EXERCISE = Every line from the one containing "thumb mcp: (241, 167)" to the one containing "index tip: (481, 59)" in the records below, both included, must be set down exactly, and no other line.

(Stored data entries)
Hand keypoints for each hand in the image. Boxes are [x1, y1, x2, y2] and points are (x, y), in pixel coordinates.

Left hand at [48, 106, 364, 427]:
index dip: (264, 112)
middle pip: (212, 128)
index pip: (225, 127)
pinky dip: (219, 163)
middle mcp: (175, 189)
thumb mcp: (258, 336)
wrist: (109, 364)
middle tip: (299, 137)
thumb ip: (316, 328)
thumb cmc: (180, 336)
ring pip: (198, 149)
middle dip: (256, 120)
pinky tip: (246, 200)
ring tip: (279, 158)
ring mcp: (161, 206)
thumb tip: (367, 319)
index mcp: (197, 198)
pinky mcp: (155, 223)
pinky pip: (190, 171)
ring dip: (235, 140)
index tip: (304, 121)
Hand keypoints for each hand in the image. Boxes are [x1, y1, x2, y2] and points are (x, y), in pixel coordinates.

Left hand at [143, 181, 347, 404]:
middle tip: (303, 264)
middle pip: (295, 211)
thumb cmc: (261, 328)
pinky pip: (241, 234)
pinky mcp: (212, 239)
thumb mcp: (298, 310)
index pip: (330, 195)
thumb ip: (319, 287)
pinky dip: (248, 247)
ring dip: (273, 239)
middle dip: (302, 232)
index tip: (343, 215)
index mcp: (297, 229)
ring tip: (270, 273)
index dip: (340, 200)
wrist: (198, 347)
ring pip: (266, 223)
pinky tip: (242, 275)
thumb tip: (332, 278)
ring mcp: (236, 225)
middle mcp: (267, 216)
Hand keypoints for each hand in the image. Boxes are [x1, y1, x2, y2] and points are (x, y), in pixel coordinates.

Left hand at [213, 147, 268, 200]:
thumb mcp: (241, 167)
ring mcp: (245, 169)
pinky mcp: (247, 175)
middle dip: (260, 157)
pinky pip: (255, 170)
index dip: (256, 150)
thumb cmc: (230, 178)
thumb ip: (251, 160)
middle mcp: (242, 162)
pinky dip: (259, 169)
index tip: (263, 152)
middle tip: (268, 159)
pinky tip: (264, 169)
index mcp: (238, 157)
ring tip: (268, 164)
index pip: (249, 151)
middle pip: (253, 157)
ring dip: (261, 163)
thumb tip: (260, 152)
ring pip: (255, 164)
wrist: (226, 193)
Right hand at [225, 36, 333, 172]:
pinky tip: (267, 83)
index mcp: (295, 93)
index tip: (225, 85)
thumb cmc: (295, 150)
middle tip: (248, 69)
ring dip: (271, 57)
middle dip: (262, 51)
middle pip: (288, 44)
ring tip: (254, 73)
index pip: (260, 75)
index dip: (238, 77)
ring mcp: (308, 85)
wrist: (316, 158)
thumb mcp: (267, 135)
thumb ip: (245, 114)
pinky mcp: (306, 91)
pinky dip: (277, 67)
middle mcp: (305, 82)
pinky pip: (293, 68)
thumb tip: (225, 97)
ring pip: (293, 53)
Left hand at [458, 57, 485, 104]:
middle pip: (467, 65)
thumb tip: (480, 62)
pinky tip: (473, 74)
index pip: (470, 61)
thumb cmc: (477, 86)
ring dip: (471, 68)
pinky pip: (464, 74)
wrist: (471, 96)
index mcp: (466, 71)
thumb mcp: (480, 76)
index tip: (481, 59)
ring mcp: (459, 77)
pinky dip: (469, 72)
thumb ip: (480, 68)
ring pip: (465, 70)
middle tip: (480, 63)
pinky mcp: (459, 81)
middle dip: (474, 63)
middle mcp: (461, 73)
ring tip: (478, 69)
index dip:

ANSWER SECTION =
thumb mcp: (241, 167)
ring mcp: (245, 169)
pinky mcp: (247, 175)
middle dip: (260, 157)
pinky pip: (255, 170)
index dip: (256, 150)
thumb cmc: (230, 178)
thumb ip: (251, 160)
middle mcp: (242, 162)
pinky dip: (259, 169)
index tip: (263, 152)
middle tip: (268, 159)
pinky tip: (264, 169)
index mcp: (238, 157)
ring tip: (268, 164)
index pip: (249, 151)
middle pip: (253, 157)
ring dip: (261, 163)
thumb tip: (260, 152)
ring pip: (255, 164)
wrist: (226, 193)
Right hand at [225, 36, 333, 172]:
pinky tip: (267, 83)
index mcp: (295, 93)
index tip: (225, 85)
thumb cmc: (295, 150)
middle tip: (248, 69)
ring dip: (271, 57)
middle dip: (262, 51)
middle pip: (288, 44)
ring tip: (254, 73)
index pip: (260, 75)
index dip: (238, 77)
ring mcp: (308, 85)
wrist: (316, 158)
thumb mcp: (267, 135)
thumb ip: (245, 114)
pinky mcp: (306, 91)
pinky dip: (277, 67)
middle mcp: (305, 82)
pinky pip: (293, 68)
thumb tip: (225, 97)
ring pip: (293, 53)
Left hand at [458, 57, 485, 104]:
middle pip: (467, 65)
thumb tip: (480, 62)
pinky tip: (473, 74)
index pip: (470, 61)
thumb cmc: (477, 86)
ring dip: (471, 68)
pinky pip: (464, 74)
wrist: (471, 96)
index mcp: (466, 71)
thumb mcp: (480, 76)
index tip: (481, 59)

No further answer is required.